The judge in the Oscar Pistorius trial adjourned the court Tuesday when the Olympic athlete accused of murdering his girlfriend began weeping on the stand as he described her death. “She wasn’t breathing,” he sobbed.

Pistorius removed his prosthetics on the stand as he recalled the moments leading to the fatal shooting of 29-year-old Reeva Steenkamp, whom the double-amputee sprinter claims he mistook for a home invader on Feb. 14 of last year.

Pistorius, 27, told the court that after a calm Valentine’s Day evening that included the exchange of gifts, he woke up to noises that he believed came from an intruder. “That was the moment everything changed,” Pistorius said. “I thought that there was a burglar that was gaining entry to my home.” He said that he told Steenkamp to get down and call the police.

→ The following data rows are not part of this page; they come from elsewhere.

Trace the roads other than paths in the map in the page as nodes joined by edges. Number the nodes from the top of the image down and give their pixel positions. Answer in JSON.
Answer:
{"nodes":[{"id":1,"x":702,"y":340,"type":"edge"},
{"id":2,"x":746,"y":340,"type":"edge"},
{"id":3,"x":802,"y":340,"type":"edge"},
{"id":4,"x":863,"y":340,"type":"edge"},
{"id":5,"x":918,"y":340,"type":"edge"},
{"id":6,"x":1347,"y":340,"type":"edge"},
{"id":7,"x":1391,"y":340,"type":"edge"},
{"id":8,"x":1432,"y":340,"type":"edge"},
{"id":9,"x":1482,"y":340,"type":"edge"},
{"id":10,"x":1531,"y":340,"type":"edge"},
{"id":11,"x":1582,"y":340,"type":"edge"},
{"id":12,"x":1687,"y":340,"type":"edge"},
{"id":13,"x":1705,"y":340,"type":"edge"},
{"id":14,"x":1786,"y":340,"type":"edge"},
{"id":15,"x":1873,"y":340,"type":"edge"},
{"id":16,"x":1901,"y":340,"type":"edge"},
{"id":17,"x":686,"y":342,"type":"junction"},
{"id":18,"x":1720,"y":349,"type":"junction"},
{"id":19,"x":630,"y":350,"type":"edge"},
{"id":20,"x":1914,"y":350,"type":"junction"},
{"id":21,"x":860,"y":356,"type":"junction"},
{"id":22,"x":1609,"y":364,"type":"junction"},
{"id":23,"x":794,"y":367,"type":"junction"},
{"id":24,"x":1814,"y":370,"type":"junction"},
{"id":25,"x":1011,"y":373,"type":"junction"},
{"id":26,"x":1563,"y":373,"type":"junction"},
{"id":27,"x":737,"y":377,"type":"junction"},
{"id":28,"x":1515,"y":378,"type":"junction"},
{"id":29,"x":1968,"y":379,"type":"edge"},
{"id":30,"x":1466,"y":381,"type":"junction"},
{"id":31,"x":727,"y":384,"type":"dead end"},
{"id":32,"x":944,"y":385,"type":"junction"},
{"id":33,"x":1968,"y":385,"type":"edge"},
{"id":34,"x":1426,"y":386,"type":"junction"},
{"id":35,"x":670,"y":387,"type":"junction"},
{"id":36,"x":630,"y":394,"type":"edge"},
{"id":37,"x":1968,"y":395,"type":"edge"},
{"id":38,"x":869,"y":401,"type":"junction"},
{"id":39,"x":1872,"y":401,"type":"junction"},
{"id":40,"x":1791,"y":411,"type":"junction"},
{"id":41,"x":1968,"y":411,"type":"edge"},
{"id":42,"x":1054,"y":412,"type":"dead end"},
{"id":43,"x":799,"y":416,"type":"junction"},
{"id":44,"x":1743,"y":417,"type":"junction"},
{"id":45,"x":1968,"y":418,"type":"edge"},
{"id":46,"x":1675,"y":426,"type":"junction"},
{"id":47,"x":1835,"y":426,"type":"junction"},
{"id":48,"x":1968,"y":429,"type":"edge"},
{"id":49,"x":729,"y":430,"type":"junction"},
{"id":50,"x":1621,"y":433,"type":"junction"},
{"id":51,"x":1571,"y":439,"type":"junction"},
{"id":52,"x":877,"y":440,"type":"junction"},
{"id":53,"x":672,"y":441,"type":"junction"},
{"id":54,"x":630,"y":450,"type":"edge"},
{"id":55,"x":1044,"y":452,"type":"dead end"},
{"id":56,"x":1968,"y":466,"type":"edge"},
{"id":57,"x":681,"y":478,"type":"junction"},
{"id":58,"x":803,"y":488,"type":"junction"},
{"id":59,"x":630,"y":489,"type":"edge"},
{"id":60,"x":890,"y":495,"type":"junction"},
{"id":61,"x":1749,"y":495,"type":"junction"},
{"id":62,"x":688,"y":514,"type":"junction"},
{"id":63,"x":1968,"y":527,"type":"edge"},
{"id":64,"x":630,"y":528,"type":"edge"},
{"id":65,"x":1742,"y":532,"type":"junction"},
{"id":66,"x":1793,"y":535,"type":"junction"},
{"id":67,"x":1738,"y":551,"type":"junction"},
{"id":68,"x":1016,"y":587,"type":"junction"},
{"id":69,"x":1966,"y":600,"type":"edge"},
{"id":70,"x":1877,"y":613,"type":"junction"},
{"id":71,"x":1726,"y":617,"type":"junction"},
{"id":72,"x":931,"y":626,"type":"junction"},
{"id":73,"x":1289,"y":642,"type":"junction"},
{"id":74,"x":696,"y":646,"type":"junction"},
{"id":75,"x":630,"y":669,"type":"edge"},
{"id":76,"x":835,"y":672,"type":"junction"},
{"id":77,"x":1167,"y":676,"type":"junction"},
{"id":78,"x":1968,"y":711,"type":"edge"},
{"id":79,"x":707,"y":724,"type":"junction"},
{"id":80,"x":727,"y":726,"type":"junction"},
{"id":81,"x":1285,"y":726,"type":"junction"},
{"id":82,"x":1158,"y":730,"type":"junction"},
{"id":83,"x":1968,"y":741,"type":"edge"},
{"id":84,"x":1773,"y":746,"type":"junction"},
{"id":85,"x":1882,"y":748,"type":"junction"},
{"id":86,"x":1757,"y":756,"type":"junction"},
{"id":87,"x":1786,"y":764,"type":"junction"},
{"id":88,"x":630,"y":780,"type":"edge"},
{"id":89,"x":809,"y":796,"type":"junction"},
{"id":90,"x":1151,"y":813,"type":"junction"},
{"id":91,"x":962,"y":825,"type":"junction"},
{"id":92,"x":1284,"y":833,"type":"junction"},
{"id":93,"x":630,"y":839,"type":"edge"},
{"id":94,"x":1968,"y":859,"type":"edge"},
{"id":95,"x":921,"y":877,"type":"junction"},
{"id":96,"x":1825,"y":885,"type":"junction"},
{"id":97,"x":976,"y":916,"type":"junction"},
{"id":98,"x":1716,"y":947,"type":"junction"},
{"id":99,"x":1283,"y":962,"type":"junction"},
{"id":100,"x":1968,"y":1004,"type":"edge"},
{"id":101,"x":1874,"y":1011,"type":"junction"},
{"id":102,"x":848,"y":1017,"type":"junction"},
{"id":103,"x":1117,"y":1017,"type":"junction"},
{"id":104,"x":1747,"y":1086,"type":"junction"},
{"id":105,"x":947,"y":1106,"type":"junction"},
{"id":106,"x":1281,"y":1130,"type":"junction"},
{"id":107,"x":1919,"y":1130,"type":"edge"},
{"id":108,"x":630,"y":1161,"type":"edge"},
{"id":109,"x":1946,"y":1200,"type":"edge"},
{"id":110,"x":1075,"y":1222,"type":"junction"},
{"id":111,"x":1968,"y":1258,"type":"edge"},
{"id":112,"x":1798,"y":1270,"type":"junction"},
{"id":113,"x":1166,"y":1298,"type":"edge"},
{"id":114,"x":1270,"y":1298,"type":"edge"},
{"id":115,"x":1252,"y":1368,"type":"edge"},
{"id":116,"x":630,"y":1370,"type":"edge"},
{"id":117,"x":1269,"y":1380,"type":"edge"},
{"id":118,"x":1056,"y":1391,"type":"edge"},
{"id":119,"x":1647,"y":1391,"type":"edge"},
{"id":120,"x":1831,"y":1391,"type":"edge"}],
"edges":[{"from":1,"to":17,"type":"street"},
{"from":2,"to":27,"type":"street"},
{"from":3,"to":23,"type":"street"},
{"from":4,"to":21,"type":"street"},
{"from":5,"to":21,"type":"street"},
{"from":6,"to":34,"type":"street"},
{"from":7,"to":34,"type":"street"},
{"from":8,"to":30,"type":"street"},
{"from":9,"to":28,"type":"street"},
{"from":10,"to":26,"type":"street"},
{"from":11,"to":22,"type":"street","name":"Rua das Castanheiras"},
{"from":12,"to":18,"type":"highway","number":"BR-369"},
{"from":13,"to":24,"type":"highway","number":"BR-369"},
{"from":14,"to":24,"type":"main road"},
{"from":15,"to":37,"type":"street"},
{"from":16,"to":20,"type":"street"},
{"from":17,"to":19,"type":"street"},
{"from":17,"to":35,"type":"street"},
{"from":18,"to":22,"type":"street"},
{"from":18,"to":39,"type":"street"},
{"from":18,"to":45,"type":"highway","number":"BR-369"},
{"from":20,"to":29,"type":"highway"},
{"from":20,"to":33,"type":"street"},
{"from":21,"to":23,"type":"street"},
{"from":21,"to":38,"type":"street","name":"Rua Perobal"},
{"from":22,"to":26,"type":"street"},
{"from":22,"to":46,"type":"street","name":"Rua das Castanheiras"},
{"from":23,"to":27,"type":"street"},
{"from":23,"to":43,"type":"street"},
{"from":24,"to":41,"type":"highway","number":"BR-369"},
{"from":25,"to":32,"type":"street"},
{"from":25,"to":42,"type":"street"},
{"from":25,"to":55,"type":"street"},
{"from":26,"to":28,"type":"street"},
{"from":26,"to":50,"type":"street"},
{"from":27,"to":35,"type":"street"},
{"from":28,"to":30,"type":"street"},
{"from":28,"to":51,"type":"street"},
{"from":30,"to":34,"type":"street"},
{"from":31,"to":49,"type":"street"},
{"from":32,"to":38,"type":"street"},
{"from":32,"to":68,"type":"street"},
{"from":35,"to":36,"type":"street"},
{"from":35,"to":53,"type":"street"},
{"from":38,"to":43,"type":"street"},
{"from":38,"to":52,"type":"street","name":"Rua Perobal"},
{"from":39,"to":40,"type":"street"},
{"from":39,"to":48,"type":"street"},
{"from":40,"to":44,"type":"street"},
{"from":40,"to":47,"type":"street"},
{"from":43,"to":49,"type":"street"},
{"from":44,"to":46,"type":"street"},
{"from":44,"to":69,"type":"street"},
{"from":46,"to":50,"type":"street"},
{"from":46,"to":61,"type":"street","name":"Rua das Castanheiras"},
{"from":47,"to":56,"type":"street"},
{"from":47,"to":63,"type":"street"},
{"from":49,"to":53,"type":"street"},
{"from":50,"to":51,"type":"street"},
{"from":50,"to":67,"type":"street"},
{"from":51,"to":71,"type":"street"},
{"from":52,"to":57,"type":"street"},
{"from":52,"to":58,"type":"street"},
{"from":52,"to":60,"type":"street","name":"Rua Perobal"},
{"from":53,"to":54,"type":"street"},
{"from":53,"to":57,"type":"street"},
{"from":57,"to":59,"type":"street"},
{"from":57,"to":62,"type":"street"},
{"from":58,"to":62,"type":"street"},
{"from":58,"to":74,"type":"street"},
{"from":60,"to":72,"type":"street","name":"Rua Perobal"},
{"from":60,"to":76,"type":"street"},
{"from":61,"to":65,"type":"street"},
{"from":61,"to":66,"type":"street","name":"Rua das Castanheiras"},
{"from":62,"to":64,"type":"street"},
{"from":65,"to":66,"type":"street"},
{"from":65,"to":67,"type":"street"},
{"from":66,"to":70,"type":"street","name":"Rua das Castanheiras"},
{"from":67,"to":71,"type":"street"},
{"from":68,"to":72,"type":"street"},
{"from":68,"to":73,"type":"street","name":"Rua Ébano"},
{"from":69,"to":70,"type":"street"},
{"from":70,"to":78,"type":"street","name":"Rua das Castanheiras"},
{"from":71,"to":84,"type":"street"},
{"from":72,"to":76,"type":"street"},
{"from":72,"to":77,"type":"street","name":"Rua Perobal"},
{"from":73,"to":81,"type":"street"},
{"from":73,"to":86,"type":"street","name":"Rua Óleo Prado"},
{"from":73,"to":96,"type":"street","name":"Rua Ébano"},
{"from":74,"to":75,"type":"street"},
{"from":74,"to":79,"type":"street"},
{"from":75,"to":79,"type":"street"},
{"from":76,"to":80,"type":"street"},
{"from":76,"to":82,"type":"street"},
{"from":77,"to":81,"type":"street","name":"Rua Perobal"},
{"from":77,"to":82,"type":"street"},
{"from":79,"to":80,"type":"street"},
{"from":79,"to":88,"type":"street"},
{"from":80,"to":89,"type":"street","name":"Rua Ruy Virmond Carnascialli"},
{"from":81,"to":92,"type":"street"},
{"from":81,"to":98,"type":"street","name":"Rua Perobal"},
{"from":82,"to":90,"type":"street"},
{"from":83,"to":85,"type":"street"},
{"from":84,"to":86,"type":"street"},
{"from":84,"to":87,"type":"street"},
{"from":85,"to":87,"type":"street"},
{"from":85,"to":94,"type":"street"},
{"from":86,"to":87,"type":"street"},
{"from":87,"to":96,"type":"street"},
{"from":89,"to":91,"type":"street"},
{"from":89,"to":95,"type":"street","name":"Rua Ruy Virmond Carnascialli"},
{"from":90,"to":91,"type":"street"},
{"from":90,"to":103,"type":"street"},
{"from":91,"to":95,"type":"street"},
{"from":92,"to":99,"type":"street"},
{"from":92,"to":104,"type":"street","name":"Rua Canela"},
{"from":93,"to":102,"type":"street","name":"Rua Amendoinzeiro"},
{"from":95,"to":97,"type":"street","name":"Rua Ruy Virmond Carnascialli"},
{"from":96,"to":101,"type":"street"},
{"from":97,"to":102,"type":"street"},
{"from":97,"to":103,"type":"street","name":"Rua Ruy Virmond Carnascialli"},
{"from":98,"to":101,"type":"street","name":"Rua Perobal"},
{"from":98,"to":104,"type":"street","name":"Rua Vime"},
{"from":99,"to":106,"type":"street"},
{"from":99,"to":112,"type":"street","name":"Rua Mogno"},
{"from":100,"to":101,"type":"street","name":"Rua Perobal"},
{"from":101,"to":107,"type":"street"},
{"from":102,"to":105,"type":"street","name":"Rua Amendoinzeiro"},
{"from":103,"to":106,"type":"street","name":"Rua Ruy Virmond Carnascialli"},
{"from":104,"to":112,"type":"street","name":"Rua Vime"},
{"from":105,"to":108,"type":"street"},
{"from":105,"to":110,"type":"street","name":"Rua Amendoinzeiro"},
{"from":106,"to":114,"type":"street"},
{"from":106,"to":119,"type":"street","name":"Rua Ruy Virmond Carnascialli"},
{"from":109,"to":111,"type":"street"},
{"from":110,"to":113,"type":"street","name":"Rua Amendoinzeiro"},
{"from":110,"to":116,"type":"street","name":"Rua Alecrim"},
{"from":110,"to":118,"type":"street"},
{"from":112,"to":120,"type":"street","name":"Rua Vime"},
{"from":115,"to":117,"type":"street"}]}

The accused, who had changed from a suit into a T-shirt and shorts, left the witness box on his stumps to show how he went to the bathroom. He said he worried that the invader “could come at me at any time — I didn’t have my legs on.”

After putting his prosthetics back on, Pistorius returned to the stand to describe the seconds leading up to his shooting of Steenkamp four times through the bathroom door. Pistorius said that he screamed for Steenkamp to get on the ground, and when he heard a toilet door slam he knew that someone was in the bathroom. “There was ringing in my ears,” Pistorius said, crying, as he described taking the four shots through the bathroom door. He was unable to continue, and the judge adjourned until the next morning.

Earlier in the trial, Pistorius said he was “besotted” with the 29-year-old model.

“I was very keen on Reeva. If anything, I was more into her sometimes than she was into me,” Pistorius, 27, said during his televised testimony, adding that he fell in love with her instantly. “The first six days we knew each other, we saw each other every day.”

He also said that the couple were discussing “a future with each other,” that they had been “looking at interior design together” and were planning a trip to Brazil in March 2013, the month after her death.

During Tuesday’s testimony, the “Blade Runner” also read and explained the text messages he and Reeva Steenkamp had sent each other after having an argument. Steenkamp wrote that she was “scared” of him sometimes, and the SMSs were submitted as evidence by prosecutors earlier in the trial.

Pistorius, who admitted that the couple had a fiery relationship, is later expected to speak about the night he shot Steenkamp.

Pistorius began his testimony Monday by apologizing to Steenkamp’s family. He went on to describe the “security concerns” his family had during his childhood in South Africa.

“We grew up in a family where my father wasn’t around much so my mother had a pistol. She would often get scared at night so she would call the police — we didn’t stay in the best of suburbs,” the athlete said.

“She kept her firearm under her bed, under her pillow in a padded leather type of bag,” he said, adding that the family experienced several break-ins during his childhood.

The trial is set to continue until mid-May. If Oscar Pistorius is convicted, he will face a mandatory life sentence with a minimum of 25 years in prison.